Task instructions:
Go through the lines below and copy any that hold the string "Carrera".

Provided entries:
• • •

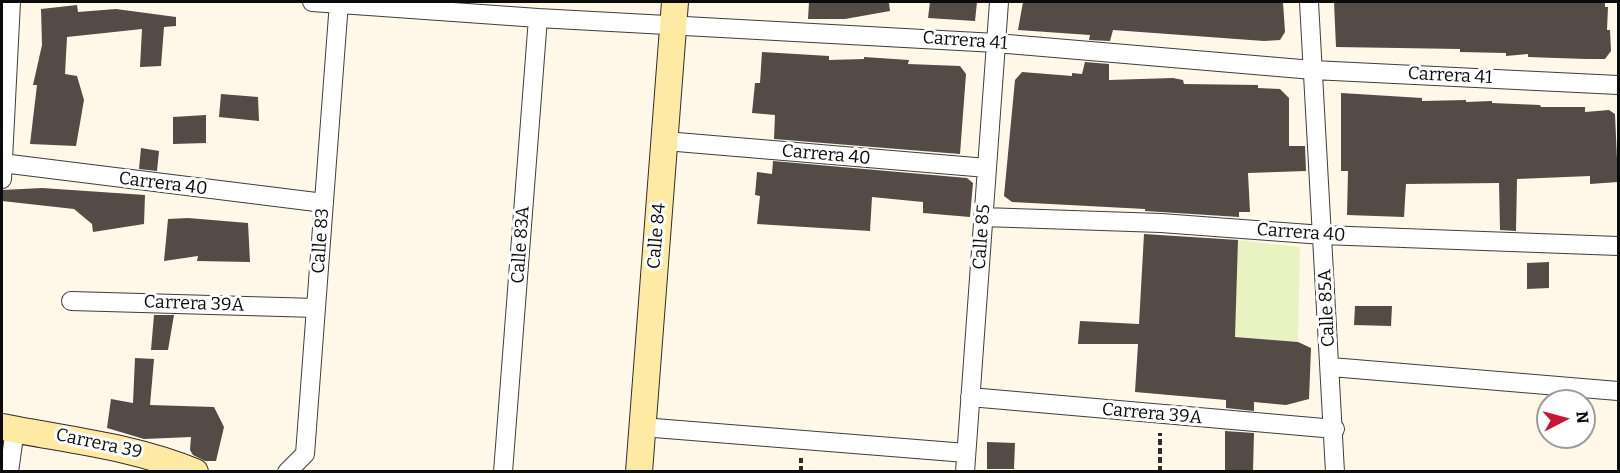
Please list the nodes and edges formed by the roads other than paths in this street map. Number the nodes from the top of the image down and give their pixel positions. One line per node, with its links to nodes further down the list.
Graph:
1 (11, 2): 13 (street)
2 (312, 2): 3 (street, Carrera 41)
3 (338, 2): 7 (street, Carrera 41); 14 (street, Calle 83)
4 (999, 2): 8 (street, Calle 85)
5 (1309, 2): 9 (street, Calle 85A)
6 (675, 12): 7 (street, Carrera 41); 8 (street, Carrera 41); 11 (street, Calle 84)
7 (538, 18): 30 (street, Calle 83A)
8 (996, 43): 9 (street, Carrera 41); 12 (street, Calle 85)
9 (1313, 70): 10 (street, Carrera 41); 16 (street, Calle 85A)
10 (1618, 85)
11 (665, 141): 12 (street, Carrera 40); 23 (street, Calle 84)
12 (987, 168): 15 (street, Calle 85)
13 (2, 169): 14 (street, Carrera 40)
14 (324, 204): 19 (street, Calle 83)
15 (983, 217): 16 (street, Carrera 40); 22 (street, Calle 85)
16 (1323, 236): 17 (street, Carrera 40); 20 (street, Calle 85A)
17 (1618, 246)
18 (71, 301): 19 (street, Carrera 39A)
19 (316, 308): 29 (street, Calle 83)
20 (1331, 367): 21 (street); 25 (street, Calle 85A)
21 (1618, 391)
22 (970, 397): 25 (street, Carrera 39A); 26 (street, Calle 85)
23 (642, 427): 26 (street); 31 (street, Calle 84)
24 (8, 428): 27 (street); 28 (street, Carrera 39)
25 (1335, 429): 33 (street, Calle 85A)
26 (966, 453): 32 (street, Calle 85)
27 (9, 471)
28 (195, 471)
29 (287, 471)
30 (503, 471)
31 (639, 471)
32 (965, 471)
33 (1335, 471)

• • •

Response to this task:
2 (312, 2): 3 (street, Carrera 41)
3 (338, 2): 7 (street, Carrera 41); 14 (street, Calle 83)
6 (675, 12): 7 (street, Carrera 41); 8 (street, Carrera 41); 11 (street, Calle 84)
8 (996, 43): 9 (street, Carrera 41); 12 (street, Calle 85)
9 (1313, 70): 10 (street, Carrera 41); 16 (street, Calle 85A)
11 (665, 141): 12 (street, Carrera 40); 23 (street, Calle 84)
13 (2, 169): 14 (street, Carrera 40)
15 (983, 217): 16 (street, Carrera 40); 22 (street, Calle 85)
16 (1323, 236): 17 (street, Carrera 40); 20 (street, Calle 85A)
18 (71, 301): 19 (street, Carrera 39A)
22 (970, 397): 25 (street, Carrera 39A); 26 (street, Calle 85)
24 (8, 428): 27 (street); 28 (street, Carrera 39)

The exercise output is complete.